Quire looked up. Both Munros were regarding him with unease.

“There’s a man who knows his way about a musket,” the elder said quietly. Sadly.

But Quire knew he had been slow and imprecise. At his best, at Waterloo, he had been amongst the fastest in the company. Four shots in a minute. Not any more. Not nearly. It was not a skill he wished to rediscover, any more than was the killing of men. He offered the gun to Munro, who regarded it with distaste.

“I’ll take it,” said the man’s son.

Quire heard a hint of enthusiasm in the proposal that he did not entirely trust, but the older Munro nodded.

“He’s used one before, true enough.” But he fixed his son with a beady glare as Quire handed the weapon over. “Don’t you go firing that thing off, though, lad. Just for show.”

“Where’s the body?” Quire asked. “The fresh burial?”

“Far side of the kirk,” Munro told him. “The loch side.”

They went out into the graveyard, a still and strange place on a night such as this, with an icy tang to the air, rumpled snow blanketing the graves. The beam of Quire’s lantern flung the stark shadows of headstones across that white canvas and up on to the walls of the little church. There was a silence, of a depth only winter could provide, and the crunch of their footsteps fell into it like stones into a deep pond.
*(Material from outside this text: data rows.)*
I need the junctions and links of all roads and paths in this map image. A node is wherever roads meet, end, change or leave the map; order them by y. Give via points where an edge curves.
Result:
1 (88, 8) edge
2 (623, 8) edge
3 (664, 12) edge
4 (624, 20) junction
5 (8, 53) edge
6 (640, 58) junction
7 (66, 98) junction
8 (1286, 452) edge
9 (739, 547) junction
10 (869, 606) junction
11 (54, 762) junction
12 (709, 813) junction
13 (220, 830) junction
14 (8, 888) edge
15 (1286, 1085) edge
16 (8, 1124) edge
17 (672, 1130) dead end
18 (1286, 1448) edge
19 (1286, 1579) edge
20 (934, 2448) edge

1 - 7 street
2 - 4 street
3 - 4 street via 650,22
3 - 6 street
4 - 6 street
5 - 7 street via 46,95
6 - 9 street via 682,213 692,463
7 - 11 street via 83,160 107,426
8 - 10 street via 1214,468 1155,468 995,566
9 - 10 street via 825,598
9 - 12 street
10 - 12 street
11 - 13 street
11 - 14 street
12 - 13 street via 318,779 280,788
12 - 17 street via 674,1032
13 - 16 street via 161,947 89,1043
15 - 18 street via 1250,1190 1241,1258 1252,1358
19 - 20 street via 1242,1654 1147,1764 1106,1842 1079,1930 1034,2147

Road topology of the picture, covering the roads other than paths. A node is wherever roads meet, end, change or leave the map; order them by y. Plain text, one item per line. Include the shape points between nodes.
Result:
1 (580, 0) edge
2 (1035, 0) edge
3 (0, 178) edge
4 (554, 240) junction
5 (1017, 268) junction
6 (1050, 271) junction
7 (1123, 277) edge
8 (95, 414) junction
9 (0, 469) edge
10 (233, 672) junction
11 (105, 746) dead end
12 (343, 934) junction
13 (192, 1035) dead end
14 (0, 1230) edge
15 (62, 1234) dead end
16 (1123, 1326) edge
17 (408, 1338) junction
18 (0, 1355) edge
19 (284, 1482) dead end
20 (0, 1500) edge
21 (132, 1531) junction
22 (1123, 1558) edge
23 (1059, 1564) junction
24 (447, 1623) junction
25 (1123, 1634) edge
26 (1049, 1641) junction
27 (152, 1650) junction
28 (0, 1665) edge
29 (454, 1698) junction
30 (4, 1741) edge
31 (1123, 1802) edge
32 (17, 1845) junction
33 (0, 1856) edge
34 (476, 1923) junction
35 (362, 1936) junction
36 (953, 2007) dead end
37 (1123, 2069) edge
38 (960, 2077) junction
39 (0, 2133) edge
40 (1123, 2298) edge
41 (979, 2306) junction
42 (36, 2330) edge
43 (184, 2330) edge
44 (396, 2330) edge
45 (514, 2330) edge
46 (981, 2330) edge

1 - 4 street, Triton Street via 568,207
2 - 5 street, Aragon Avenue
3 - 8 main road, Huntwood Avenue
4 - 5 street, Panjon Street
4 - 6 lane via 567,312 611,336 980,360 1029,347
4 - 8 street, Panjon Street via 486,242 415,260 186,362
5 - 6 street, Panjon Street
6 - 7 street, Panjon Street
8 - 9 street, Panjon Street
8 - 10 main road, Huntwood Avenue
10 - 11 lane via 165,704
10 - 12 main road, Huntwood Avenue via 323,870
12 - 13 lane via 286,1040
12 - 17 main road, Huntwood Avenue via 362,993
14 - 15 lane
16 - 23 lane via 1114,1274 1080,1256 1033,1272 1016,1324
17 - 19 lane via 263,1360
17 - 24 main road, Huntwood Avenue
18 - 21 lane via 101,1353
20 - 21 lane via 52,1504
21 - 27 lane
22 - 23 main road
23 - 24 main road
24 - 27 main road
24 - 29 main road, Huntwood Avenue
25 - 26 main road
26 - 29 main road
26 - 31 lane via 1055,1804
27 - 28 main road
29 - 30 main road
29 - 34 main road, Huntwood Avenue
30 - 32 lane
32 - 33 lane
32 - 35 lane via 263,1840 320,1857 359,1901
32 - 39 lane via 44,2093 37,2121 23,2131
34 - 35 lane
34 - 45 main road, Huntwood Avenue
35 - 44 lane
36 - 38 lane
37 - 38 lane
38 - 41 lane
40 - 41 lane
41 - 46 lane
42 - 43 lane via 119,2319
They went around the south side of the church. A gnarled apple tree, leafless and fruitless and sleeping, leaned over the cemetery wall. The lantern light bounced and tumbled through its branches. Quire meant to lead the way, but Munro—perhaps from protective fatherly concern, or just in the belief that the authority and responsibility here were his—moved quickly past him, striding over the snow without regard to caution or concealment. It occurred to Quire, belatedly, that the role of the men who watched over the graveyards of Edinburgh was not to capture body snatchers, but to deter them. To frighten them off. His own desires and expectations might not entirely jibe with those of his companions.

He glanced back, to where young Duncan was tramping along behind them, bringing the lantern round to light the boy up with its yellow glare.